The major routes through Athens are dominated by the smell of exhaust fumes and by noise. The Greek capital has about 4.5 million inhabitants, which is almost half of the whole population of Greece. At some distance from the bustle and racket, the specialist food shops of Green Farm and Green Post are to be found in the Marousi and Kifisias districts, pleasant locations in the north of Athens. What the two companies have in common is the fact that they were started by and are run by wholesalers.

 

Picture (can be enlargend by click): Green Farm in Athens

The number of specialist whole food shops with organic products constituting at least 80 % of their stock is estimated by experts to be about 200. Of these, 50-60 are certified organic, according to Alexandra Kiriazopoulou from the organic certification agency Dio. In addition, there are shops, mostly with fairly limited floor space, that keep a smaller proportion of organic products. About 80 of the 200 specialist shops are located in greater Athens. 'In the last two years in Greece, the market has grown by 35 % each year', Efthimis Tsibidis, managing director of Mediterranean Farm, is delighted to explain. This was, however, starting from a low level. The wholesaler Mediterranean Farm was founded in 2000, and in December 2000 the first three shops with the name Green Farm were opened. A new shop followed in 2001, another in 2002 and two more in 2003. At the end of November 2005 the eighth shop, with 180 m² of floor space, opened its doors. Except for one shop located in Patras, all the shops are in different parts of Athens. Tsibidis is of the opinion that the efforts to expand have reached a turning point, and two new shops will be opened in 2006. 'By 2008, we would like to have a total of 14 or 15, to include the second largest city in Greece, namely Thessaloniki, where another regional wholesale warehouse is planned.' At the moment he has a warehouse (1000 m²) and an office (270 m²) in Mandra Attiki in the west of Athens. 'We have nine different refrigeration units with varying temperature ranges for fresh produce,' Tsibidis explains, pleased with the recent doubling of refrigeration capacity. 'We have also bought a new site to the east of Athens, so that we hope we can build new, bigger facilities in the not too distant future.'

 

 

Whereas at the outset the turnover of the shops left a good deal to be desired, it has developed very positively in the meantime. Tsibidis is expecting an increase in turnover from 3.8 to 7.4 million Euros in 2005 for Mediterranean Farm. Of this, 35 % will come from the retail trade. By the end of 2006, the break-even point of the enterprise should have been reached. Each day, 1,300 customers enter the seven shops that had opened by the end of November - 200 per shop in round figures. It was also possible to increase the spend per customer, although this varies considerably according the location of the shops between 12 and 21 Euros.
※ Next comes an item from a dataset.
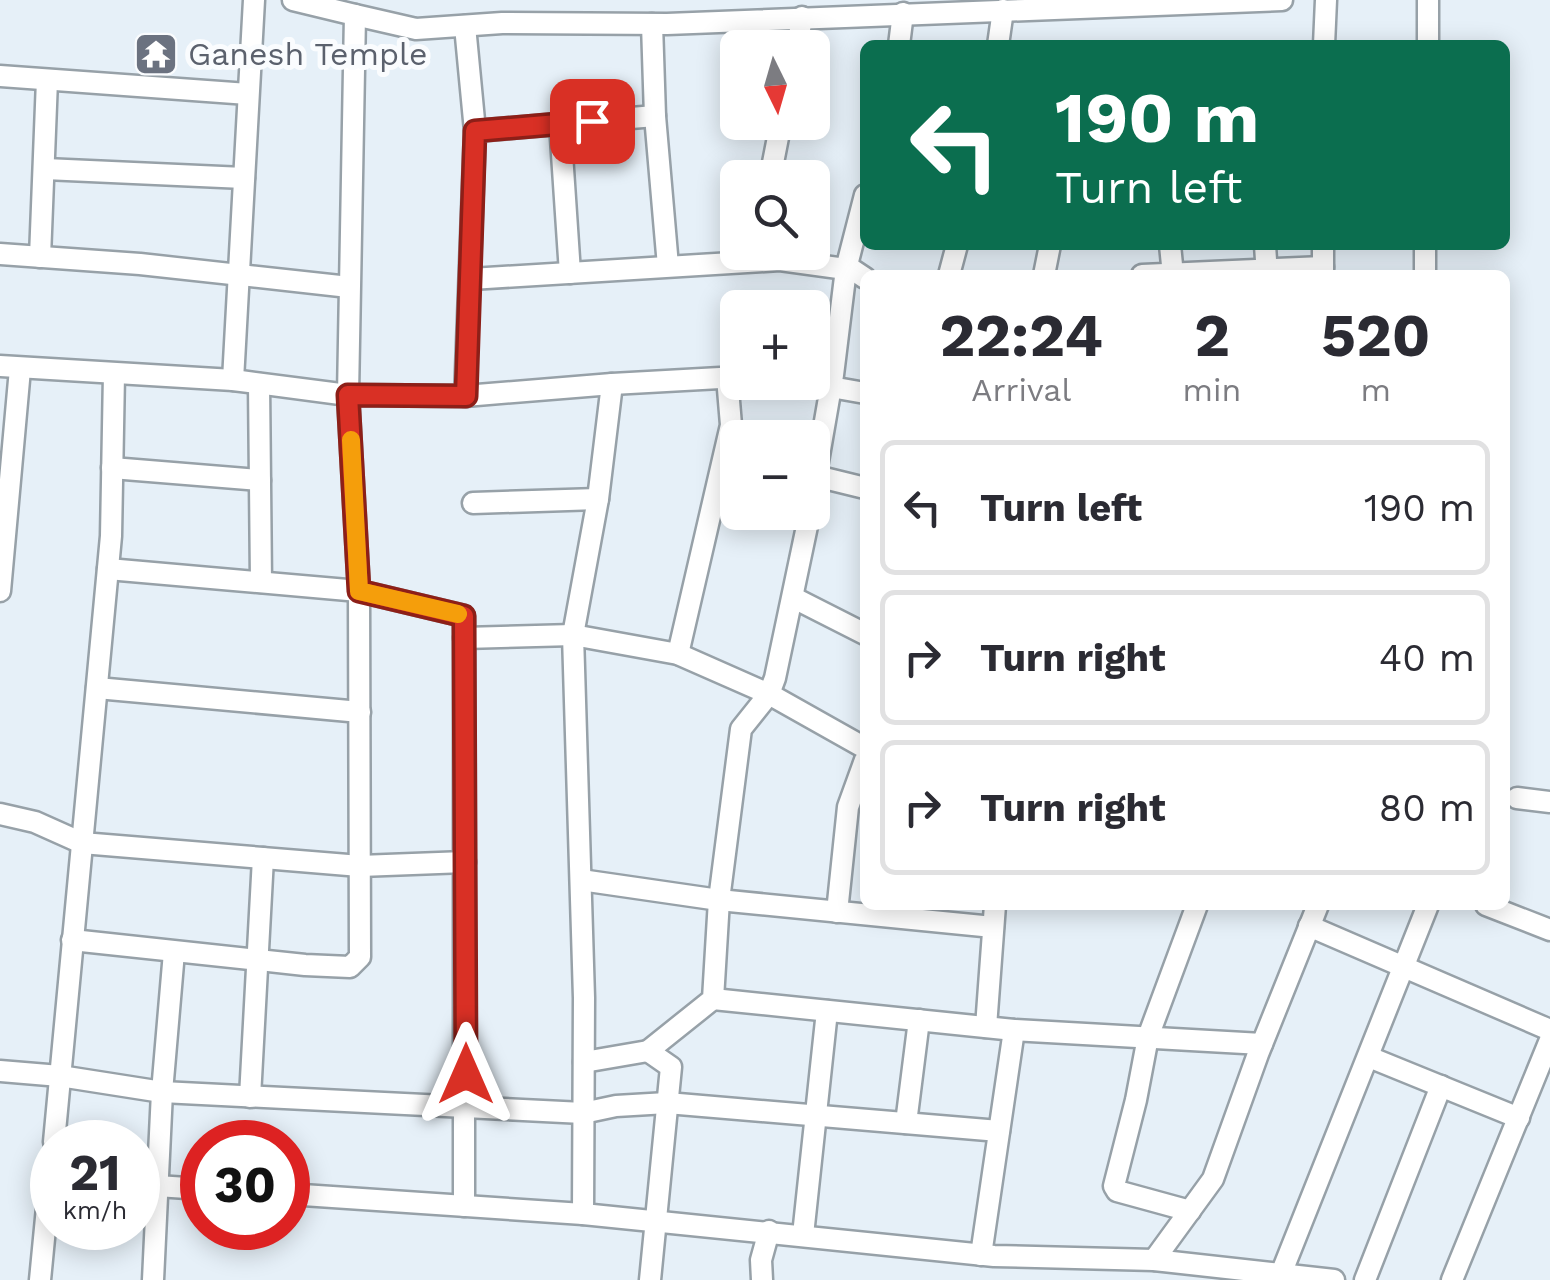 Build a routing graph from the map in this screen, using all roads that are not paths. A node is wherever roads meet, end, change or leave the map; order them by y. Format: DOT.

The proportion of fresh food in the total turnover is already 40 %, certainly lower than in Germany, but it indicates that the shops in Greece have already reached an advanced stage. The whole food trade in most countries begins with an easily managed dry range, with green and white fresh products that need refrigeration coming later.

 

Mediterranean Farm supplies 300 outlets all over Greece from its range, consisting of 3000 items. It also sells articles for chemists, cosmetics and frozen meat. 'With 65 items in fruit and vegetables, we stock a wide range of fresh products that we supply to all the shops.' That is how Tsibidis explains the scale of operations with green fresh produce. On the 22nd November 2005 he took over the fresh produce wholesaler Viofisi, which supplemented the dry range of Mediterranean Farm ideally. Mediterranean Farm has 85 employees and Viofisi 22.

 

The consolidated wholesaler supplies not only specialist shops but also the conventional retail trade, especially Carrefour, AB Vasilopoulos (belongs to Delhaize), Veropoulos, Sklavenitis and Champion Marionopoulos. In terms of the turnover of Mediterranean Farm, however, the conventional retail trade accounts for only 20 % and the specialist trade 80 %. 'On the other hand, turnover in the supermarket sector is growing much faster than in the specialist trade, so that by 2006 it could well be 50 % in each,' Tsibidis assumes.

 

In the future, the intention is to make available more and more own brands to supplement the imported branded articles. Biosis, Cretan Earth, Hellenic Earth are the names under which already a small number of articles are sold. Packaged vegetables are already sold under the label Agnokipos ('Healthy Garden'). Tsibidis estimates Mediterranean Farm's proportion of imported produce to be 80 %, with 20 % coming from sources in Greece.

 

The Green Farm shops are designed in a very appealing way, and they create a pleasant natural ambience with their wooden shelving. The layout of the specialist shop in the Marousi district of Athens is clear, and arranged according to types of goods. Trolleys await the customer in the shop. Tsibidis explains the business policy thus: 'We want to offer the customer everything under one roof.' Whereas in the case of meat and cheese many products are sourced from Greek production, the majority of milk products are imported from Germany. 'Every Friday at 2 o'clock in the afternoon, we place an order with Andechser for six pallets from their total range for our wholesale business,' Tsibidis explains. By Sunday evening the order has arrived by road haulage contractor in Athens and is sent out to the shops on Monday morning. 'There is a big demand for fresh milk and fruit yoghurt, in particular.' Organic production in Greece is limited mainly to various sorts of feta cheese and a few goat and sheep milk products. In the new Green Farm shop fresh meat is also on sale for the first time. Hitherto, 'only' frozen meat was available.

 

The 54 year old Tsibidis (picture) has had a varied career. As a dried fruit importer in London, he asked himself the question at the end of the 1990s whether he wanted to bring up his children abroad or to return to Greece after a long stay in England. Without the definite prospect of a job, in June 2000 he decided to return and sold his business in London. 'At that time, there were not many organic products on sale either in small shops or in the supermarkets.' This is how Tsibidis explains his decision to move into the organic sector. In Athens, his wife and a friend founded the firm Green Bay that began by importing organic items from, for example, Andechser Dairy Products. Through the business activity of his wife, Tsibidis came into contact with the company Mediterranean Farm, and he became its managing director in March 2004. Together with Viofisi and others, he has now become a shareholder.